Eat your cup: Melbourne’s Good Edi celebrates second birthday with first pop-up store

good edi

Source: Supplied

Edible coffee cup brand Good Edi has unveiled its first-ever pop-up retail store in order to help Australians to eat, drink and consume more sustainably, with its founders inviting Melbourne coffee lovers and foodies to join them as they celebrate all things eco-friendly, delicious and women-founded this week.

As part of Good Edi’s second birthday celebration, the startup, which was founded by Aniyo Rahebi and Catherine Hutchins in 2021, will be hosting a pop-up store, panel discussion, and party this week.

From Tuesday, July 25 to Friday, July 28, Melbourne locals will be invited to head to the pop-up at zero-waste Collingwood cafe Into Coffee for some local bites and limited-edition drinks, with the opportunity to purchase Good Edi edible cups.

Limited edition drinks on offer include affogato with KORI plant-based Ice-cream, hot chocolate with Planut Goods cashew, almond, hazelnut base, or a Waffly Latte.

Melbourne locals who want to join in the celebrations can also head to the Good Edi birthday party and panel discussion, which will be held on Thursday, July 27 from 5.30pm at the cafe.

good edi

The cup can hold a cup of hot coffee or tea for about 40 minutes and a cold drink for about eight hours. Source: Supplied

For Good Edi’s founders – who came up with the idea for an edible coffee cup during a lunchtime walk after passing several bins overflowing with disposable drink cups and wanted to use their collective 20 years in the food processing business for good – the two-year anniversary feels like a dream.

Through about 100 trial recipes, they developed a plastic-free, vegan waffle takeaway cup made from high-quality natural ingredients, including a bran blend, rye, wheat, oat, sugar, coconut oil and salt, all free from artificial preservatives. 

The cup can hold a cup of hot coffee or tea for about 40 minutes and won’t leak a cold drink, such as a smoothie, for about eight hours.

For drinkers who don’t want to eat their cup, the product also breaks down naturally in under two weeks, which the founders say is faster than banana skin. 

The pair was able to get operations underway thanks in part to winning $50,000 in prize money from winning the 2020 Taronga Zoo HATCH Accelerator award, and then going on to secure over $150,000 in crowdfunding and seed investment. 

Co-founder Aniyo Rahebi told SmartCompany that the customer response to the edible coffee cups over the last two years had been overwhelmingly positive. 

“We are so proud of everything we have achieved and the last two years have been an amazing journey for us. We have created a solution to a problem, and it’s something you can eat, and we work with ethical Australian suppliers to source our ingredients,” she says. 

“There’s no doubt takeaway cups are handy. But we were shocked to find out that 2.7 million of them are finding their way into landfills each day in Australia.
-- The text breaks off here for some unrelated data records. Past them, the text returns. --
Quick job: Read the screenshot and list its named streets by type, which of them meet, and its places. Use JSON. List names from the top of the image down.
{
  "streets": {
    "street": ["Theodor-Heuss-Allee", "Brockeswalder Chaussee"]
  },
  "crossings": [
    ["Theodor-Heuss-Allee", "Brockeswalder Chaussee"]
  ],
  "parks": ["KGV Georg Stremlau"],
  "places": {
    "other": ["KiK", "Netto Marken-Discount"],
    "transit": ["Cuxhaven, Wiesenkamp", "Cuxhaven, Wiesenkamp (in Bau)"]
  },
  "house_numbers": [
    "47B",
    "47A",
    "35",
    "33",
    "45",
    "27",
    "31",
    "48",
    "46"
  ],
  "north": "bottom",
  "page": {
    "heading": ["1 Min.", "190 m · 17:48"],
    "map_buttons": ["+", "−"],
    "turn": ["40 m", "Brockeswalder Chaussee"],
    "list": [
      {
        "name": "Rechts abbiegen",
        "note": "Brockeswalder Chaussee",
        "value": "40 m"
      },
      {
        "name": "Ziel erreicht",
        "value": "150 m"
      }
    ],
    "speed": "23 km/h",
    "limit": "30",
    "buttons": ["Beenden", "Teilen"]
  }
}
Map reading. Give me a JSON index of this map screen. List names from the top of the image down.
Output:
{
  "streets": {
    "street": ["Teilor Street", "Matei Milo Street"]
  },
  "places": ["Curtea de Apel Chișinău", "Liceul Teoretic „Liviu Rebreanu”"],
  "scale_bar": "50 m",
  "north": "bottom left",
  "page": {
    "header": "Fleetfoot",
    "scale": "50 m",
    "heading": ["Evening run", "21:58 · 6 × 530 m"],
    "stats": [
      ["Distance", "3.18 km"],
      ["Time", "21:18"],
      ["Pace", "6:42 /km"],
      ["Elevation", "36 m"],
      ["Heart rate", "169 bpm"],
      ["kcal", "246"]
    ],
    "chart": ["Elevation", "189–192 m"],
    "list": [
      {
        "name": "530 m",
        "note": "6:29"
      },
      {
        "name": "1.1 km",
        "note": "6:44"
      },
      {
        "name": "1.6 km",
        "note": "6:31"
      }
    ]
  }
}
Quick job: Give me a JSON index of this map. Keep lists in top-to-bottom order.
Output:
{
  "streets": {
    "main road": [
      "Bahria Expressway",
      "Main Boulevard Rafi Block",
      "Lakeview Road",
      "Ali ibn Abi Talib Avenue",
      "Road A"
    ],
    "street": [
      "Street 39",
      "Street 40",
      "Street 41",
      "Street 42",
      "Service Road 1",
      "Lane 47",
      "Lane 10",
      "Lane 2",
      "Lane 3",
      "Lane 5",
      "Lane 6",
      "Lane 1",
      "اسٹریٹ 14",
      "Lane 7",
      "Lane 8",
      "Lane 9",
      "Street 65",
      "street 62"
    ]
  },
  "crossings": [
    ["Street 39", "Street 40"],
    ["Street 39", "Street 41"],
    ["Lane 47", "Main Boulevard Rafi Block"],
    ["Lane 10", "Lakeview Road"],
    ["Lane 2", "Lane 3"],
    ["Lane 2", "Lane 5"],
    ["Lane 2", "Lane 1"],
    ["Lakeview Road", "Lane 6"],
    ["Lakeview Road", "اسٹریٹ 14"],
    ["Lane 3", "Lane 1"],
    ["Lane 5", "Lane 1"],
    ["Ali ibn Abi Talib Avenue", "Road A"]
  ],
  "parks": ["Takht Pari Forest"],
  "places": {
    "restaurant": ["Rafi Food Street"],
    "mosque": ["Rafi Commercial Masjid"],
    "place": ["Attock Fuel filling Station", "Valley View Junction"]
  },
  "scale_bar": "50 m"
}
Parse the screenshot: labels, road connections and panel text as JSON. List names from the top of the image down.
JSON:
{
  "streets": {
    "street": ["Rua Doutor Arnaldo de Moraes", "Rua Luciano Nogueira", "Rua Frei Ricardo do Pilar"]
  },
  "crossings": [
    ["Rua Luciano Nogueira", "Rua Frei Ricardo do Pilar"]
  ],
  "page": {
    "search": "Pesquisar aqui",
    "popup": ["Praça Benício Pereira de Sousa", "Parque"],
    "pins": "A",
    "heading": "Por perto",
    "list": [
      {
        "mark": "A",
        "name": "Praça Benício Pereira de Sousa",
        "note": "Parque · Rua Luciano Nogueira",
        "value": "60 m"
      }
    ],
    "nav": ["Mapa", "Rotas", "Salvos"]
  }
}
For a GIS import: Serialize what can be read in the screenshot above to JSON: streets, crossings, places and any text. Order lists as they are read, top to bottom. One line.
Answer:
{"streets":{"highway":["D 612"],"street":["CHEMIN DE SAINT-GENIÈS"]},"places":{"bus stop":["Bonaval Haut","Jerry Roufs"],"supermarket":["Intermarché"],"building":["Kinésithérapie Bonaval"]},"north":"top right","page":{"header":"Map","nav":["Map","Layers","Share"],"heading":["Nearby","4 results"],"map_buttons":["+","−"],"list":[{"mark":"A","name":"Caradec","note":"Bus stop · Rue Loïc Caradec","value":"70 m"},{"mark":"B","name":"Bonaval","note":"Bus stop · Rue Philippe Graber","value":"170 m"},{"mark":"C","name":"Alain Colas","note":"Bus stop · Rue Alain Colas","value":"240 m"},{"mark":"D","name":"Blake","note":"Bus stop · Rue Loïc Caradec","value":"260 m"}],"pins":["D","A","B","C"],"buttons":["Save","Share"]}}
That’s an estimated one billion every year. 

“This is our first pop-up and we are looking forward to seeing how it goes.”

Rahebi added that Good Edi isn’t advertising on any platforms. 

“It’s all about genuine messaging,” she says. 

Hutchins says the founders felt their solution to the pressing issue needed to be waste-free, and “not just shift the problem elsewhere”. 

“So, we developed a delicious edible cup, and we made sure it was done in Australia with locally and ethically sourced ingredients,” she told SmartCompany

As part of the Good Edi retail pop-up, the brand is also partnering with a number of other like-minded brands, including PLANUT milk bases, BABY Pink Gin, Molly Rose Brewing Co, Capi tonic, Kori Icecream, Mount Zero Olives, Nuffin dips, Single Use Ain’t Sexy, I am Grounded bars, The Hidden Sea wine and Yes You Can drinks.